Listed records: Begin

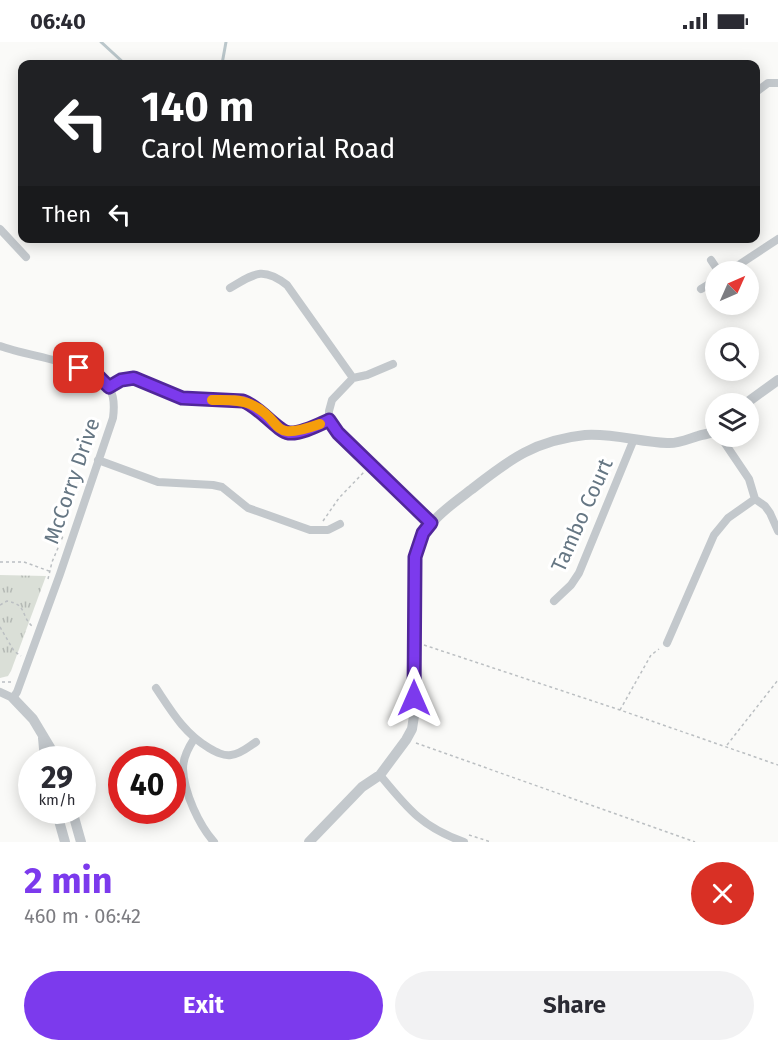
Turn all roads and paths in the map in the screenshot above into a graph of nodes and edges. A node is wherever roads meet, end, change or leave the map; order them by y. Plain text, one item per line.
1 (778, 83) edge
2 (760, 89) edge
3 (0, 229) edge
4 (778, 239) edge
5 (26, 257) dead end
6 (745, 261) edge
7 (705, 287) edge
8 (230, 288) dead end
9 (701, 289) dead end
10 (0, 346) edge
11 (393, 364) dead end
12 (353, 378) junction
13 (778, 380) edge
14 (109, 387) junction
15 (759, 394) edge
16 (329, 420) junction
17 (705, 435) edge
18 (634, 439) junction
19 (727, 447) edge
20 (98, 460) junction
21 (371, 465) junction
22 (755, 499) junction
23 (431, 523) junction
24 (340, 524) dead end
25 (322, 531) junction
26 (778, 531) edge
27 (65, 533) dead end
28 (0, 562) edge
29 (50, 571) junction
30 (48, 580) dead end
31 (554, 601) dead end
32 (0, 605) edge
33 (32, 626) dead end
34 (0, 627) edge
35 (414, 642) junction
36 (667, 643) joint
37 (22, 657) dead end
38 (778, 680) edge
39 (14, 681) dead end
40 (0, 687) edge
41 (156, 688) dead end
42 (0, 692) edge
43 (13, 698) junction
44 (620, 710) junction
45 (42, 735) junction
46 (194, 739) junction
47 (406, 740) junction
48 (256, 742) dead end
49 (43, 746) edge
50 (49, 746) edge
51 (725, 747) junction
52 (778, 765) edge
53 (380, 776) junction
54 (60, 824) edge
55 (76, 824) edge
56 (466, 838) edge
57 (449, 839) edge
58 (65, 842) edge
59 (81, 842) edge
60 (214, 842) edge
61 (309, 842) edge
62 (491, 842) edge
63 (693, 842) edge

1 - 2 street
3 - 5 street
4 - 6 street
7 - 9 street
8 - 12 street
10 - 14 street
11 - 12 street
12 - 16 street
13 - 15 street
14 - 16 street
14 - 20 street, McCorry Drive
16 - 21 street
17 - 18 street
18 - 23 street
18 - 31 street, Tambo Court
19 - 22 street
20 - 25 street
20 - 43 street, McCorry Drive
21 - 23 street
21 - 25 path
22 - 26 street
22 - 36 street
23 - 35 street
24 - 25 street
27 - 29 path
28 - 29 path
29 - 30 path
32 - 33 path
34 - 37 path
35 - 44 path
35 - 47 street
36 - 44 path
38 - 51 path
39 - 40 path
41 - 46 street
42 - 43 street
43 - 45 street
44 - 51 path
45 - 49 street
45 - 50 street
46 - 48 street
46 - 60 street
47 - 53 street
47 - 63 path
51 - 52 path
53 - 57 street
53 - 61 street
54 - 58 street
55 - 59 street
56 - 57 street
56 - 62 path

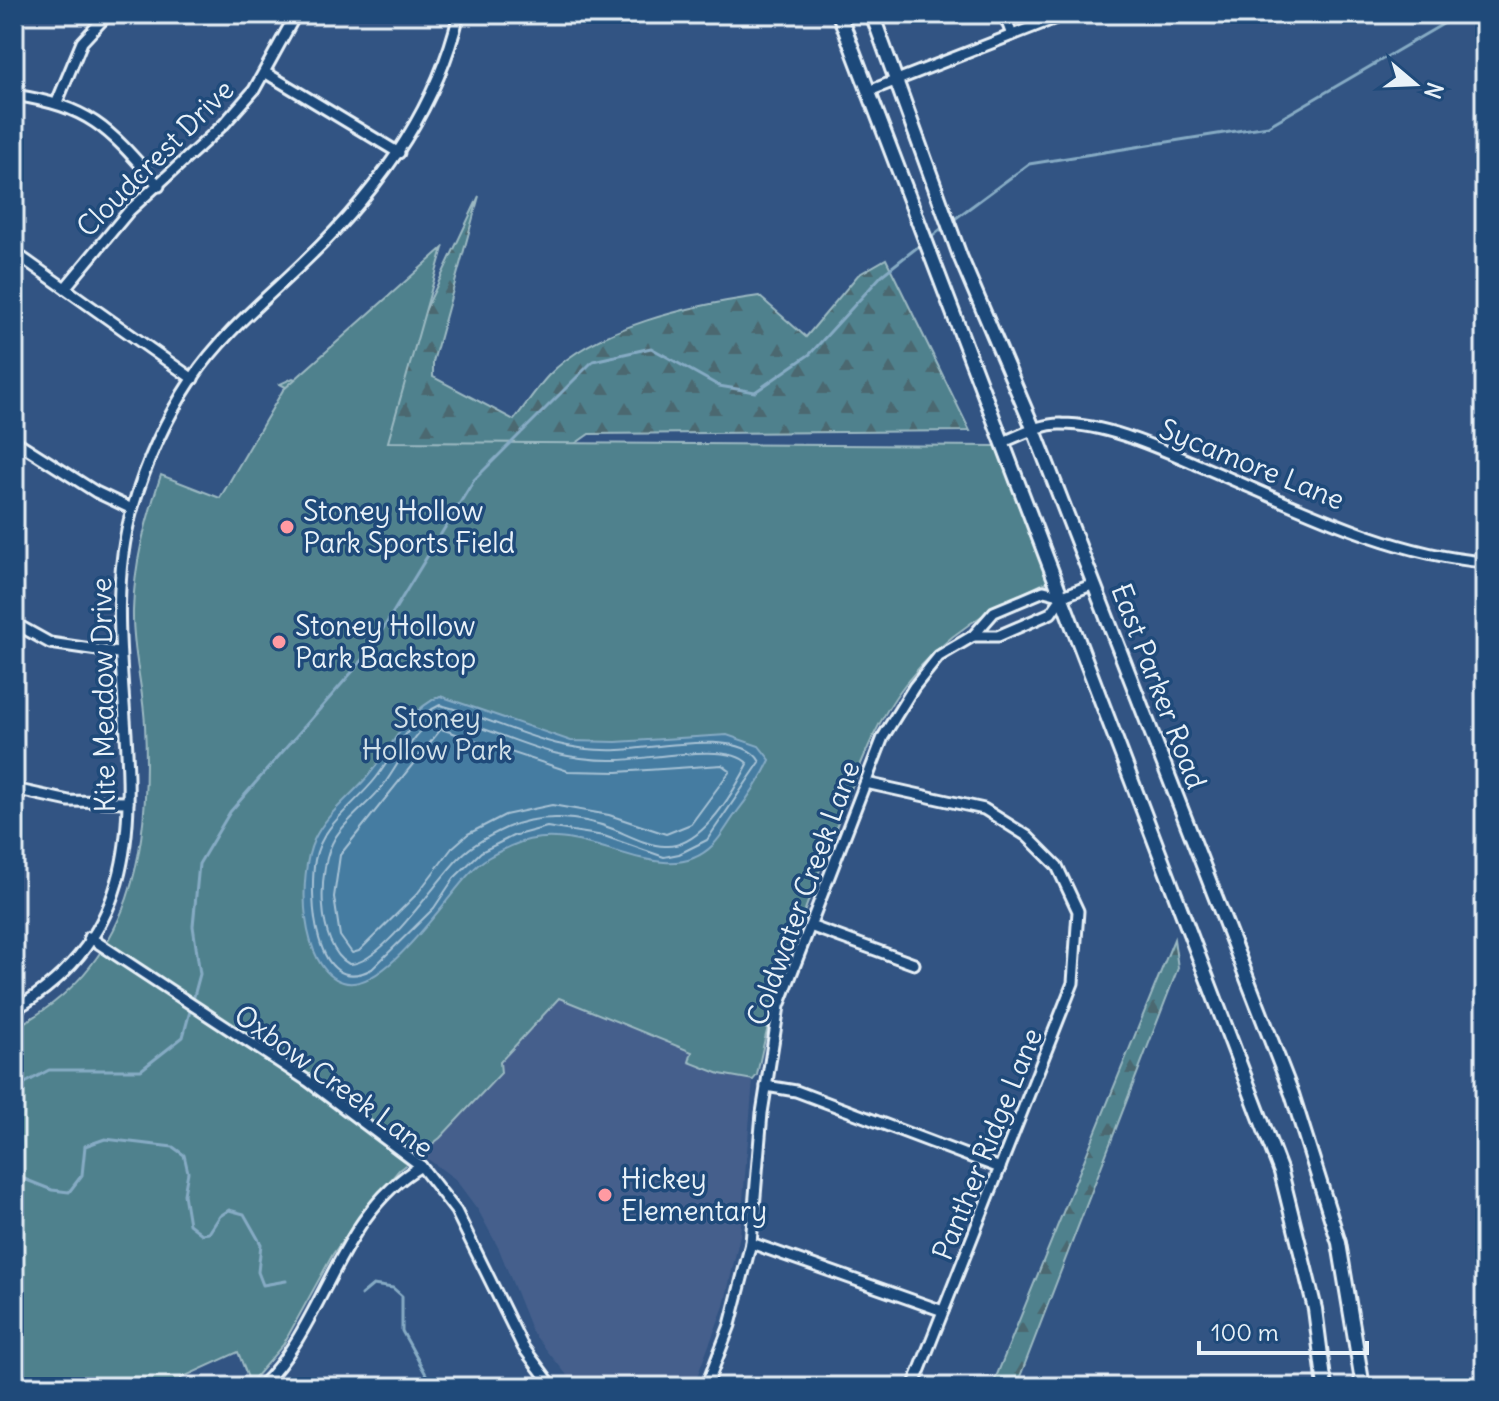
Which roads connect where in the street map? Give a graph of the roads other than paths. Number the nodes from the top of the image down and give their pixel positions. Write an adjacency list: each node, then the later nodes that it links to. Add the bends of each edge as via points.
1 (108, 14): 13 (street, via 82,42)
2 (296, 14): 9 (street, Cloudcrest Drive)
3 (459, 14): 14 (street, Kite Meadow Drive, via 440,73)
4 (839, 14): 11 (main road, East Parker Road)
5 (872, 14): 10 (main road, East Parker Road)
6 (1004, 14): 8 (street)
7 (1066, 14): 8 (street)
8 (1012, 35): 10 (street)
9 (266, 73): 14 (street); 15 (street, Cloudcrest Drive, via 224,124)
10 (899, 81): 11 (street); 19 (main road, East Parker Road, via 960,256)
11 (869, 91): 21 (main road, East Parker Road)
12 (14, 95): 13 (street)
13 (57, 102): 15 (street, via 111,131)
14 (399, 153): 18 (street, Kite Meadow Drive, via 340,226 247,316)
15 (159, 186): 17 (street, Cloudcrest Drive, via 129,211)
16 (14, 252): 17 (street)
17 (65, 288): 18 (street)
18 (193, 379): 22 (street, Kite Meadow Drive, via 152,454)
19 (1034, 430): 21 (street, Sycamore Lane); 23 (street, Sycamore Lane, via 1061,423 1123,437 1383,539 1443,557); 24 (main road, East Parker Road)
20 (14, 440): 22 (street)
21 (1003, 442): 25 (main road, East Parker Road)
22 (132, 509): 28 (street, Kite Meadow Drive, via 120,577)
23 (1485, 562)
24 (1094, 584): 25 (street, Coldwater Creek Lane); 46 (main road, East Parker Road, via 1318,1168 1345,1268)
25 (1063, 596): 27 (street, Coldwater Creek Lane, via 1051,613 998,636); 27 (street, Coldwater Creek Lane, via 1044,591 994,612); 45 (main road, East Parker Road, via 1289,1198 1315,1309)
26 (14, 623): 28 (street, via 60,645)
27 (973, 636): 29 (street, Coldwater Creek Lane, via 939,656 914,687 883,737)
28 (118, 653): 31 (street, Kite Meadow Drive, via 128,726)
29 (866, 783): 32 (street, Coldwater Creek Lane); 38 (street, Panther Ridge Lane, via 984,809 1027,836 1057,866 1078,911 1073,983)
30 (14, 789): 31 (street, via 69,801)
31 (128, 802): 33 (street, Kite Meadow Drive, via 122,872 108,909)
32 (810, 926): 34 (street); 36 (street, Coldwater Creek Lane, via 779,1006)
33 (89, 937): 35 (street, Kite Meadow Drive, via 55,979); 37 (street, Oxbow Creek Lane, via 308,1081)
34 (914, 964)
35 (14, 1010)
36 (766, 1086): 38 (street, via 796,1091); 39 (street, Coldwater Creek Lane)
37 (421, 1166): 41 (street, via 405,1175 361,1224 284,1357); 42 (street, Oxbow Creek Lane, via 456,1211 523,1347)
38 (1000, 1168): 40 (street, Panther Ridge Lane)
39 (751, 1243): 40 (street); 43 (street, Coldwater Creek Lane, via 730,1325)
40 (943, 1311): 44 (street, Panther Ridge Lane)
41 (260, 1387)
42 (553, 1387)
43 (706, 1387)
44 (913, 1387)
45 (1325, 1387)
46 (1363, 1387)

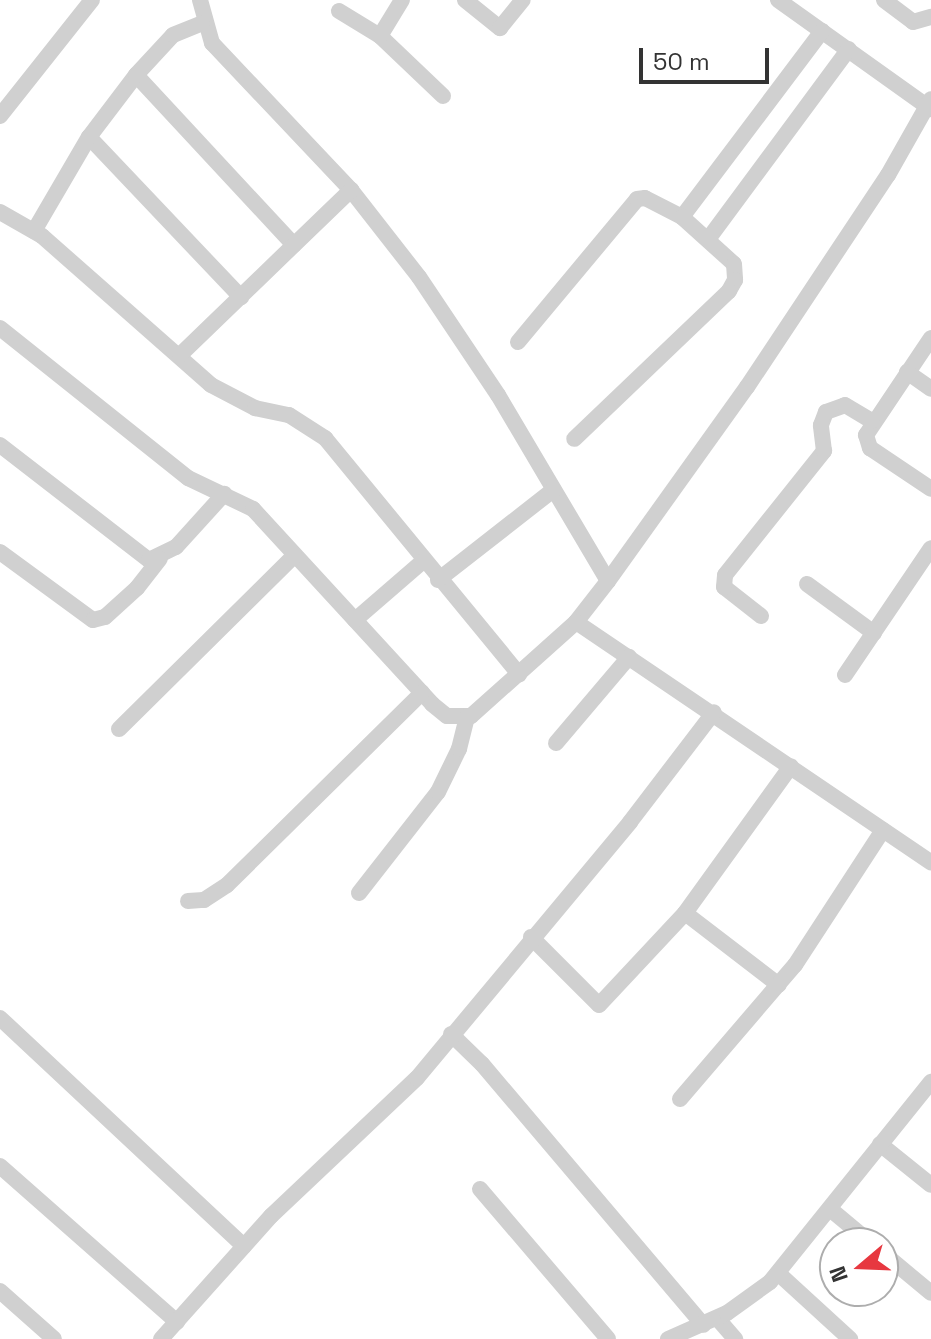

Listed records: End

Your assignment » Images in the records must not be repeated; everything else should be returned exactly.

Task result »
Turn all roads and paths in the map in the screenshot above into a graph of nodes and edges. A node is wherever roads meet, end, change or leave the map; order them by y. Plain text, one item per line.
1 (778, 83) edge
2 (760, 89) edge
3 (0, 229) edge
4 (778, 239) edge
5 (26, 257) dead end
6 (745, 261) edge
7 (705, 287) edge
8 (230, 288) dead end
9 (701, 289) dead end
10 (0, 346) edge
11 (393, 364) dead end
12 (353, 378) junction
13 (778, 380) edge
14 (109, 387) junction
15 (759, 394) edge
16 (329, 420) junction
17 (705, 435) edge
18 (634, 439) junction
19 (727, 447) edge
20 (98, 460) junction
21 (371, 465) junction
22 (755, 499) junction
23 (431, 523) junction
24 (340, 524) dead end
25 (322, 531) junction
26 (778, 531) edge
27 (65, 533) dead end
28 (0, 562) edge
29 (50, 571) junction
30 (48, 580) dead end
31 (554, 601) dead end
32 (0, 605) edge
33 (32, 626) dead end
34 (0, 627) edge
35 (414, 642) junction
36 (667, 643) joint
37 (22, 657) dead end
38 (778, 680) edge
39 (14, 681) dead end
40 (0, 687) edge
41 (156, 688) dead end
42 (0, 692) edge
43 (13, 698) junction
44 (620, 710) junction
45 (42, 735) junction
46 (194, 739) junction
47 (406, 740) junction
48 (256, 742) dead end
49 (43, 746) edge
50 (49, 746) edge
51 (725, 747) junction
52 (778, 765) edge
53 (380, 776) junction
54 (60, 824) edge
55 (76, 824) edge
56 (466, 838) edge
57 (449, 839) edge
58 (65, 842) edge
59 (81, 842) edge
60 (214, 842) edge
61 (309, 842) edge
62 (491, 842) edge
63 (693, 842) edge

1 - 2 street
3 - 5 street
4 - 6 street
7 - 9 street
8 - 12 street
10 - 14 street
11 - 12 street
12 - 16 street
13 - 15 street
14 - 16 street
14 - 20 street, McCorry Drive
16 - 21 street
17 - 18 street
18 - 23 street
18 - 31 street, Tambo Court
19 - 22 street
20 - 25 street
20 - 43 street, McCorry Drive
21 - 23 street
21 - 25 path
22 - 26 street
22 - 36 street
23 - 35 street
24 - 25 street
27 - 29 path
28 - 29 path
29 - 30 path
32 - 33 path
34 - 37 path
35 - 44 path
35 - 47 street
36 - 44 path
38 - 51 path
39 - 40 path
41 - 46 street
42 - 43 street
43 - 45 street
44 - 51 path
45 - 49 street
45 - 50 street
46 - 48 street
46 - 60 street
47 - 53 street
47 - 63 path
51 - 52 path
53 - 57 street
53 - 61 street
54 - 58 street
55 - 59 street
56 - 57 street
56 - 62 path

Which roads connect where in the street map? Give a graph of the roads other than paths. Number the nodes from the top of the image down and give their pixel positions. Write an adjacency list: each node, then the later nodes that it links to. Add the bends of each edge as via points.
1 (108, 14): 13 (street, via 82,42)
2 (296, 14): 9 (street, Cloudcrest Drive)
3 (459, 14): 14 (street, Kite Meadow Drive, via 440,73)
4 (839, 14): 11 (main road, East Parker Road)
5 (872, 14): 10 (main road, East Parker Road)
6 (1004, 14): 8 (street)
7 (1066, 14): 8 (street)
8 (1012, 35): 10 (street)
9 (266, 73): 14 (street); 15 (street, Cloudcrest Drive, via 224,124)
10 (899, 81): 11 (street); 19 (main road, East Parker Road, via 960,256)
11 (869, 91): 21 (main road, East Parker Road)
12 (14, 95): 13 (street)
13 (57, 102): 15 (street, via 111,131)
14 (399, 153): 18 (street, Kite Meadow Drive, via 340,226 247,316)
15 (159, 186): 17 (street, Cloudcrest Drive, via 129,211)
16 (14, 252): 17 (street)
17 (65, 288): 18 (street)
18 (193, 379): 22 (street, Kite Meadow Drive, via 152,454)
19 (1034, 430): 21 (street, Sycamore Lane); 23 (street, Sycamore Lane, via 1061,423 1123,437 1383,539 1443,557); 24 (main road, East Parker Road)
20 (14, 440): 22 (street)
21 (1003, 442): 25 (main road, East Parker Road)
22 (132, 509): 28 (street, Kite Meadow Drive, via 120,577)
23 (1485, 562)
24 (1094, 584): 25 (street, Coldwater Creek Lane); 46 (main road, East Parker Road, via 1318,1168 1345,1268)
25 (1063, 596): 27 (street, Coldwater Creek Lane, via 1051,613 998,636); 27 (street, Coldwater Creek Lane, via 1044,591 994,612); 45 (main road, East Parker Road, via 1289,1198 1315,1309)
26 (14, 623): 28 (street, via 60,645)
27 (973, 636): 29 (street, Coldwater Creek Lane, via 939,656 914,687 883,737)
28 (118, 653): 31 (street, Kite Meadow Drive, via 128,726)
29 (866, 783): 32 (street, Coldwater Creek Lane); 38 (street, Panther Ridge Lane, via 984,809 1027,836 1057,866 1078,911 1073,983)
30 (14, 789): 31 (street, via 69,801)
31 (128, 802): 33 (street, Kite Meadow Drive, via 122,872 108,909)
32 (810, 926): 34 (street); 36 (street, Coldwater Creek Lane, via 779,1006)
33 (89, 937): 35 (street, Kite Meadow Drive, via 55,979); 37 (street, Oxbow Creek Lane, via 308,1081)
34 (914, 964)
35 (14, 1010)
36 (766, 1086): 38 (street, via 796,1091); 39 (street, Coldwater Creek Lane)
37 (421, 1166): 41 (street, via 405,1175 361,1224 284,1357); 42 (street, Oxbow Creek Lane, via 456,1211 523,1347)
38 (1000, 1168): 40 (street, Panther Ridge Lane)
39 (751, 1243): 40 (street); 43 (street, Coldwater Creek Lane, via 730,1325)
40 (943, 1311): 44 (street, Panther Ridge Lane)
41 (260, 1387)
42 (553, 1387)
43 (706, 1387)
44 (913, 1387)
45 (1325, 1387)
46 (1363, 1387)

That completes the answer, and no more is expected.